Work item = Everything in the data below should be restated word for word.

———

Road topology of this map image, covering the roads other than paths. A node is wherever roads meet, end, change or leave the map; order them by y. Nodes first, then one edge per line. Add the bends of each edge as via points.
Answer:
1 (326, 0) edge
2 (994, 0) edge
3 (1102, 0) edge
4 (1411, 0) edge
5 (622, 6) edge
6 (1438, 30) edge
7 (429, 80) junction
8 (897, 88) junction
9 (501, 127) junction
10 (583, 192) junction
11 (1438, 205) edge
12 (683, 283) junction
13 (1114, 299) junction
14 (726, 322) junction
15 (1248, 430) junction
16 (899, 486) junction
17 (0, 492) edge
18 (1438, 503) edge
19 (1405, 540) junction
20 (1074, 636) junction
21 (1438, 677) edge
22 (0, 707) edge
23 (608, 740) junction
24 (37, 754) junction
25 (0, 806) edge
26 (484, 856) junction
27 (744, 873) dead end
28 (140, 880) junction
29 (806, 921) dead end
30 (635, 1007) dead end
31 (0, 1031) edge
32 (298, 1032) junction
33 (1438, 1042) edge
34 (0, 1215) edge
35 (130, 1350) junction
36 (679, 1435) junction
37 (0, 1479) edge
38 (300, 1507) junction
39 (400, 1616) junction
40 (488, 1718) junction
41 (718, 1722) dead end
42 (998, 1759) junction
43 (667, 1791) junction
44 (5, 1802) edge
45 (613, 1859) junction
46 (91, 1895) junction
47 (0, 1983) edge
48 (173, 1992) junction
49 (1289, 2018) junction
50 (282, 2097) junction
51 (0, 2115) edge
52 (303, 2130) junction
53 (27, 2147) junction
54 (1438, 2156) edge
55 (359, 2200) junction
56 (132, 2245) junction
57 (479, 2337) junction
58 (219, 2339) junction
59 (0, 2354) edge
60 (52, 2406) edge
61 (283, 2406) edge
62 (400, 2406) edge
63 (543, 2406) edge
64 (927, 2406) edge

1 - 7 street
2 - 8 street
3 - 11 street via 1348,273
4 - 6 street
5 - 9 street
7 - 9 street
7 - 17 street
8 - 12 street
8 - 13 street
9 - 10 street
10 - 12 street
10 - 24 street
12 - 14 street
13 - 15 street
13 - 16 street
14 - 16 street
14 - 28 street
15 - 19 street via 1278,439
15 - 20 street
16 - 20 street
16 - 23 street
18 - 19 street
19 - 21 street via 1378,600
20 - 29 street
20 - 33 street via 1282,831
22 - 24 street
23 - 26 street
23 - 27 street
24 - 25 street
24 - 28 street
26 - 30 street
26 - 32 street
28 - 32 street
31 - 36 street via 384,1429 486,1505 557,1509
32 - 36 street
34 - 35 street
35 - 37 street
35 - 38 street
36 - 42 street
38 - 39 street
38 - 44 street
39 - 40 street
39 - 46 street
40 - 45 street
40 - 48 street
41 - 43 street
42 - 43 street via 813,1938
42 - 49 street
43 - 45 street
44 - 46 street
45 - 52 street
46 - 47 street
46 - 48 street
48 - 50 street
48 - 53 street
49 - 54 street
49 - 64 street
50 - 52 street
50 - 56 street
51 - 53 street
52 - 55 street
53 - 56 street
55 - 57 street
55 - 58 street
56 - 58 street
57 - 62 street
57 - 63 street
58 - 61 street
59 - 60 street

———

Task response =
Road topology of this map image, covering the roads other than paths. A node is wherever roads meet, end, change or leave the map; order them by y. Nodes first, then one edge per line. Add the bends of each edge as via points.
Answer:
1 (326, 0) edge
2 (994, 0) edge
3 (1102, 0) edge
4 (1411, 0) edge
5 (622, 6) edge
6 (1438, 30) edge
7 (429, 80) junction
8 (897, 88) junction
9 (501, 127) junction
10 (583, 192) junction
11 (1438, 205) edge
12 (683, 283) junction
13 (1114, 299) junction
14 (726, 322) junction
15 (1248, 430) junction
16 (899, 486) junction
17 (0, 492) edge
18 (1438, 503) edge
19 (1405, 540) junction
20 (1074, 636) junction
21 (1438, 677) edge
22 (0, 707) edge
23 (608, 740) junction
24 (37, 754) junction
25 (0, 806) edge
26 (484, 856) junction
27 (744, 873) dead end
28 (140, 880) junction
29 (806, 921) dead end
30 (635, 1007) dead end
31 (0, 1031) edge
32 (298, 1032) junction
33 (1438, 1042) edge
34 (0, 1215) edge
35 (130, 1350) junction
36 (679, 1435) junction
37 (0, 1479) edge
38 (300, 1507) junction
39 (400, 1616) junction
40 (488, 1718) junction
41 (718, 1722) dead end
42 (998, 1759) junction
43 (667, 1791) junction
44 (5, 1802) edge
45 (613, 1859) junction
46 (91, 1895) junction
47 (0, 1983) edge
48 (173, 1992) junction
49 (1289, 2018) junction
50 (282, 2097) junction
51 (0, 2115) edge
52 (303, 2130) junction
53 (27, 2147) junction
54 (1438, 2156) edge
55 (359, 2200) junction
56 (132, 2245) junction
57 (479, 2337) junction
58 (219, 2339) junction
59 (0, 2354) edge
60 (52, 2406) edge
61 (283, 2406) edge
62 (400, 2406) edge
63 (543, 2406) edge
64 (927, 2406) edge

1 - 7 street
2 - 8 street
3 - 11 street via 1348,273
4 - 6 street
5 - 9 street
7 - 9 street
7 - 17 street
8 - 12 street
8 - 13 street
9 - 10 street
10 - 12 street
10 - 24 street
12 - 14 street
13 - 15 street
13 - 16 street
14 - 16 street
14 - 28 street
15 - 19 street via 1278,439
15 - 20 street
16 - 20 street
16 - 23 street
18 - 19 street
19 - 21 street via 1378,600
20 - 29 street
20 - 33 street via 1282,831
22 - 24 street
23 - 26 street
23 - 27 street
24 - 25 street
24 - 28 street
26 - 30 street
26 - 32 street
28 - 32 street
31 - 36 street via 384,1429 486,1505 557,1509
32 - 36 street
34 - 35 street
35 - 37 street
35 - 38 street
36 - 42 street
38 - 39 street
38 - 44 street
39 - 40 street
39 - 46 street
40 - 45 street
40 - 48 street
41 - 43 street
42 - 43 street via 813,1938
42 - 49 street
43 - 45 street
44 - 46 street
45 - 52 street
46 - 47 street
46 - 48 street
48 - 50 street
48 - 53 street
49 - 54 street
49 - 64 street
50 - 52 street
50 - 56 street
51 - 53 street
52 - 55 street
53 - 56 street
55 - 57 street
55 - 58 street
56 - 58 street
57 - 62 street
57 - 63 street
58 - 61 street
59 - 60 street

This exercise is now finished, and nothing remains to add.